The median age in the village was 51.3 years. 17.1% of residents were under the age of 18; 2.6% were between the ages of 18 and 24; 19% were from 25 to 44; 33.6% were from 45 to 64; and 27.8% were 65 years of age or older. The gender makeup of the village was 54.4% male and 45.6% female.

===2000 census===
As of the census of 2000, there were 211 people, 92 households, and 57 families residing in the village. The population density was 871.5 PD/sqmi. There were 104 housing units at an average density of 429.6 /sqmi. The racial makeup of the village was 93.84% White, 0.95% Native American, 3.32% from other races, and 1.90% from two or more races.
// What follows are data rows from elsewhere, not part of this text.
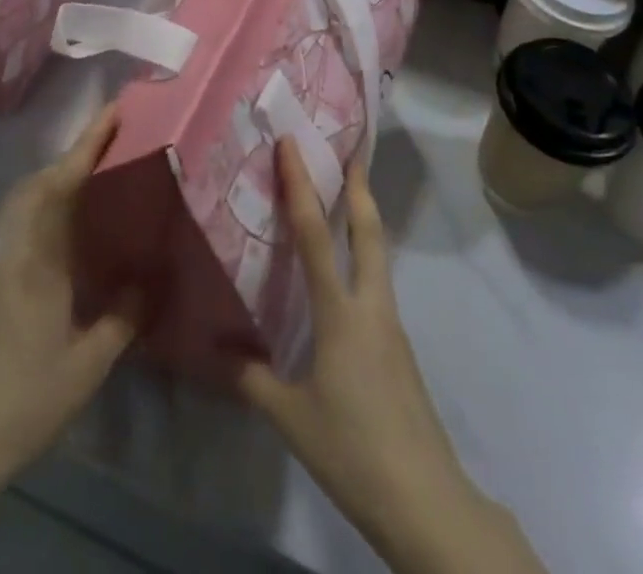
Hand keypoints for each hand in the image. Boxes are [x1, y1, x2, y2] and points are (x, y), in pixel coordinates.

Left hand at [0, 110, 137, 573]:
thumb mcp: (87, 367)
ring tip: (100, 174)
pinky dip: (52, 207)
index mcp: (37, 262)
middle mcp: (14, 253)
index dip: (86, 146)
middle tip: (113, 138)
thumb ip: (122, 318)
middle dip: (73, 154)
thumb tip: (148, 279)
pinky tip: (76, 230)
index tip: (112, 114)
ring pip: (28, 204)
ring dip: (60, 178)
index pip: (60, 187)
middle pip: (38, 184)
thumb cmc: (24, 403)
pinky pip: (27, 227)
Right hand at [239, 141, 545, 573]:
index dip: (302, 185)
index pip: (317, 234)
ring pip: (379, 257)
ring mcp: (392, 327)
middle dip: (359, 189)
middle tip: (350, 154)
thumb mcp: (291, 418)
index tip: (294, 144)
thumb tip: (217, 350)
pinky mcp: (400, 349)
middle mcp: (372, 306)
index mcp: (341, 312)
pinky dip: (364, 262)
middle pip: (369, 232)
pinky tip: (346, 282)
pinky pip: (378, 288)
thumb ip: (252, 379)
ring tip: (347, 203)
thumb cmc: (353, 449)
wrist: (424, 499)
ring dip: (364, 222)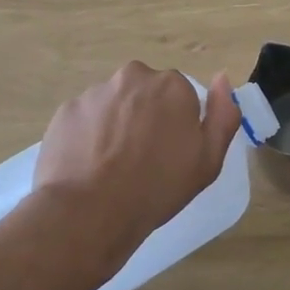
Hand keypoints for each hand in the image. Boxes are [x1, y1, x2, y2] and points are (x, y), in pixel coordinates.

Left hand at [32, 62, 240, 274]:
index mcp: (172, 86)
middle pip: (145, 93)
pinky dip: (89, 135)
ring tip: (112, 165)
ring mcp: (96, 91)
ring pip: (114, 104)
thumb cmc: (157, 188)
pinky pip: (85, 118)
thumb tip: (222, 79)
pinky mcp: (67, 109)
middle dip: (145, 116)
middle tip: (142, 157)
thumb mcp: (208, 160)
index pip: (180, 96)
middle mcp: (134, 77)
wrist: (90, 212)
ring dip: (116, 124)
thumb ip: (223, 115)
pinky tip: (89, 164)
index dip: (176, 124)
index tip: (170, 152)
Hispanic or Latino of any race were 7.11% of the population.

There were 92 households, out of which 26.1% had children under the age of 18 living with them, 52.2% were married couples living together, 4.3% had a female householder with no husband present, and 37.0% were non-families. 32.6% of all households were made up of individuals, and 16.3% had someone living alone who was 65 years of age or older. The average household size was 2.29 and the average family size was 2.86.
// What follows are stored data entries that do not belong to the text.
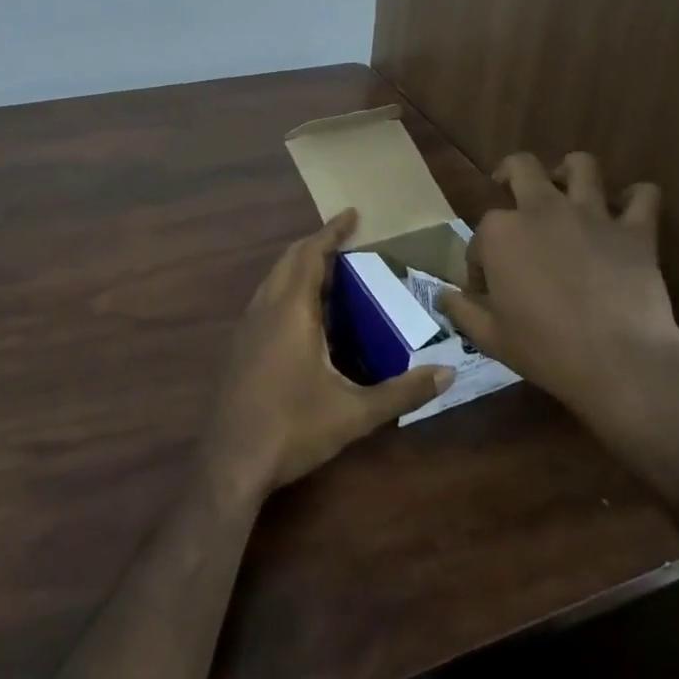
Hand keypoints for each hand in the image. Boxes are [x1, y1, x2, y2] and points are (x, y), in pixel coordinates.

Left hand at [208, 210, 451, 495]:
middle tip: (346, 240)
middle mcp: (264, 310)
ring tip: (329, 272)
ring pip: (272, 280)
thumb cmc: (293, 429)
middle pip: (288, 260)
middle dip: (315, 244)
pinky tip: (304, 316)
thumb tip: (448, 374)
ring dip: (298, 266)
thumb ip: (402, 391)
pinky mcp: (238, 348)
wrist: (230, 463)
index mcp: (291, 312)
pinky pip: (265, 301)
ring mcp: (246, 329)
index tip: (352, 214)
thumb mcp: (354, 412)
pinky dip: (286, 289)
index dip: (331, 232)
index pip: (310, 254)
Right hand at [439, 153, 678, 473]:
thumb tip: (443, 295)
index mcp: (500, 233)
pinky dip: (636, 198)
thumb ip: (461, 309)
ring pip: (581, 165)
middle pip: (521, 167)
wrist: (619, 363)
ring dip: (571, 172)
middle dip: (509, 175)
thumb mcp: (489, 337)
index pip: (480, 235)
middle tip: (511, 194)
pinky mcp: (635, 230)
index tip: (488, 290)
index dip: (481, 262)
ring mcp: (591, 215)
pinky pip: (643, 195)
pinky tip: (628, 211)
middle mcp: (542, 210)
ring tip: (567, 191)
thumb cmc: (545, 350)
In the village, the population was spread out, with 25.1% under the age of 18, 7.1% from 18 to 24, 24.2% from 25 to 44, 20.9% from 45 to 64, and 22.7% who were 65 years of age or older. The median age was 42 years. For every 100 females, there were 102.9 males. For every 100 females age 18 and over, there were 102.6 males.

As of 2000 the median income for a household in the village was $25,000, and the median income for a family was $27,500. Males had a median income of $21,563 versus $23,125 for females. The per capita income for the village was $15,634. About 7.7% of families and 8.5% of the population were below the poverty line, including 7.1% of those under the age of eighteen and 10.5% of those 65 or over.

==Notable people==
- Scott Olin Wright, United States District Court judge, was born in Haigler.